Их были тут сотни. Нет, тысячи! Домашние любимчики Геры? — мельком подумал он.
Усадив его за стол, Пиндар удалился к боковым колоннам. И тогда Мэтью увидел других андроидов.
Они стояли по одному у каждого столба. За всех были туники и сандалии, как у Пиндара, и все они стояли совершенно неподвижно, точно статуи. Исключение составлял лишь «старик» с живым бородатым лицом, который пристально разглядывал Мэтью.
Пока Мэтью глядел на него, андроид оставил колонну и пошел к столу. Он подался вперед, и крошечные лампочки, составлявшие его глаза, то тускнели, то разгорались. Мэтью вспомнил, что встречался с подобной реакцией у робоприслуги в Гостинице. Робоприслуга была той же «школы», что и персонал в Доме Кристопулоса, и вместе с такими же «символическими» андроидами могли эффективно функционировать только тогда, когда порядок вещей, для которых были созданы, или которые хотя бы соответствовали их «личным» понятиям о добре и зле.

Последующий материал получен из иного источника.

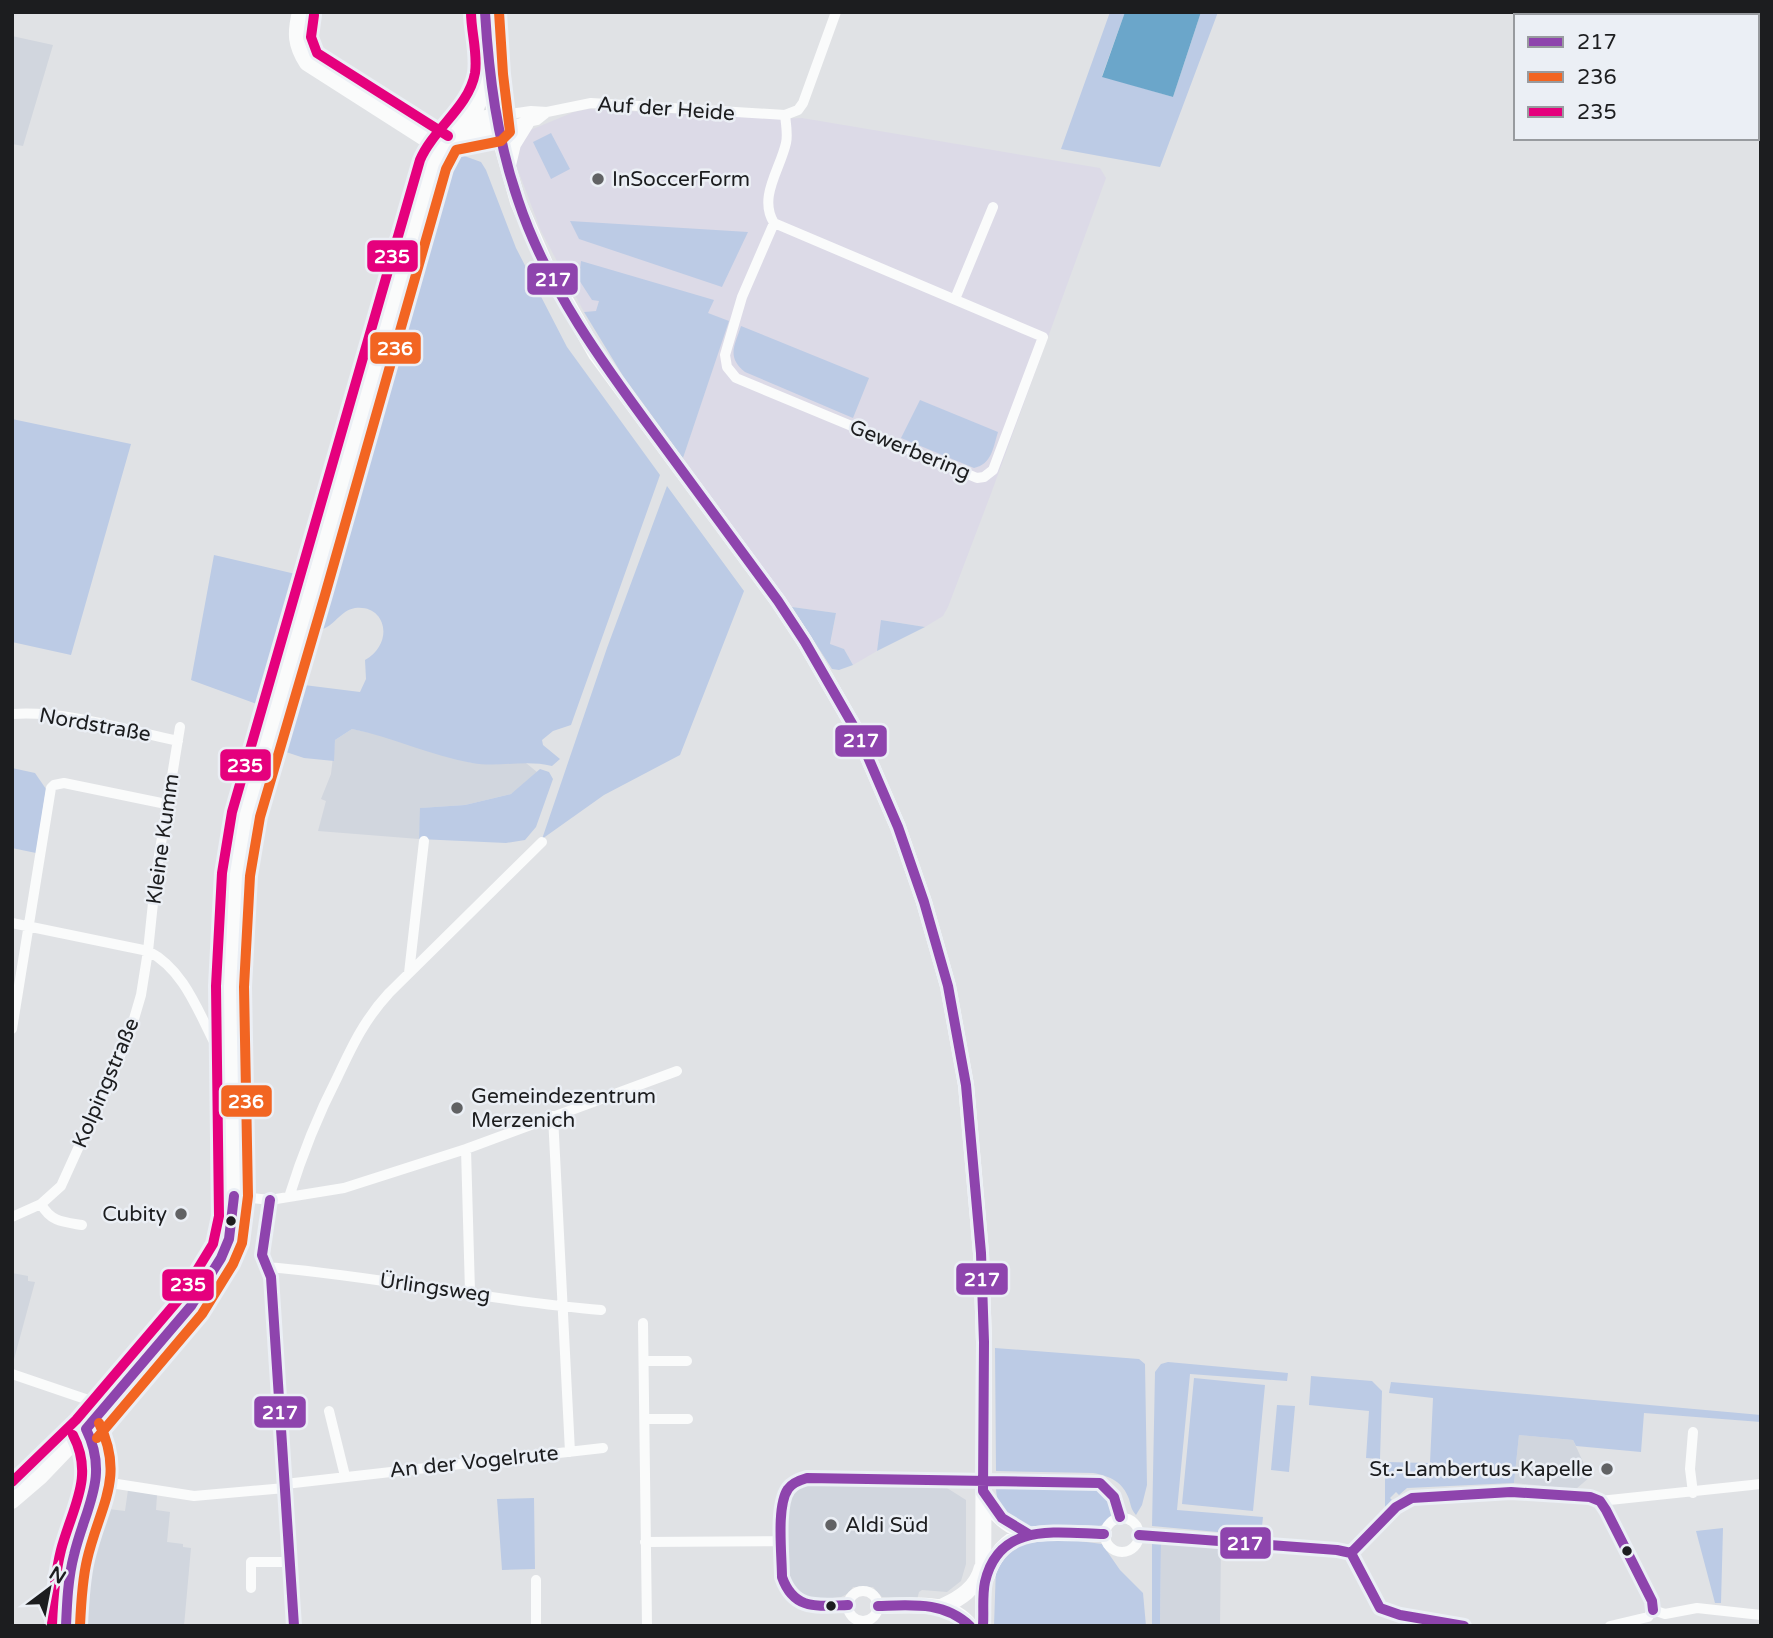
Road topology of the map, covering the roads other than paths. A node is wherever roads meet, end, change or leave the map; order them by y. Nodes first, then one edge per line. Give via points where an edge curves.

Понятия персонала Гостиницы были вполне ясны. Но в них имелось и слабое место. Например, они полагали, что все три пилота джет-тракторов должны напиваться до невменяемости хотя бы раз за время их отпуска, и когда Мэтью однажды отказался от выпивки (в то время его мучила язва), робослужка перенес своего рода механический шок, первым признаком которого было разгорание и потускнение его глаз.
Мэтью прочитал имя на тунике «старика».
— Эсхил?
«Старик» нетерпеливо кивнул.
— Да, Эсхил — смотритель ванн и спален. — Затем добавил: — Нынче блистательным утром, пока повелитель спит сладко в постели, мрачный заговор зреет в подвалах...
— Как ты посмел покинуть свой пост после закрытия?
Это была Гера. Гера в саронге с блестящими ромбами. Гера, высокая и властная, с глазами, как темные пропасти, полные гневом.
Эсхил отшатнулся, глаза-лампочки его бешено замигали.
— Неуклюжий старый дурак! — продолжала она. — Возвращайся к своему столбу! Завтра ты будешь разобран — я все равно терпеть не могу твоих пьес. Они глупы!
«Старик» развернулся, пошел к своему столбу, где тут же застыл, как статуя. Гера повернулась к Мэтью, который вскочил на ноги.
— Приношу извинения за его выходки, — сказала она. — Пожалуйста, садитесь.
Мэтью сел, и она опустилась на скамью рядом с ним. В уголках ее глаз были заметны морщинки усталости — или тревоги, трудно было сказать, — а лицо казалось чуть осунувшимся по сравнению с прошлым разом.
Она хлопнула в ладоши. Мгновение спустя из дверей справа от лестницы появилась робослужанка, неся поднос с высокой темной бутылкой и двумя бокалами в форме цветков на высоких стеблях. Вышивка на груди ее туники гласила, что ее зовут Коринна.
— И это все, госпожа? — спросила она, поставив на стол бутылку и бокалы.
— Пока что все. Прочь отсюда, кухонная распутная девка!
Коринна убежала. Гера наполнила бокал и протянула Мэтью.
Потом взяла другой.
— За твою лояльность, Мэтью Норт, — сказала она. — Пусть она вечно висит над Домом Кристопулоса, как большая и яркая звезда.
Они чокнулись с мелодичным звоном бокалов и выпили.
Вино зажгло в Мэтью холодные огни. Сияющее пламя поднялось и лизнуло его мысли.
Неужели это вино из знаменитых погребов Дома Кристопулоса? — подумал он. Вино, на котором Ник Грек, как считалось, нажил свое состояние? Но Мэтью тут же отбросил эти мысли. Вряд ли. Такое вино слишком дорого, чтобы появляться на рынке. А кроме того, по слухам, реальный источник состояния Кристопулоса был синтетический джин, который Антония Анзалоне научилась производить в своей емкости как раз перед тем, как Ник Грек женился на ней, и который с тех пор добропорядочные жители Земли и Семи Сатрапий невоздержанно употребляли.
Гера снова наполнила бокалы и хлопнула в ладоши — на этот раз дважды. Тут же Коринна и другая служанка по имени Сафо стали носить еду.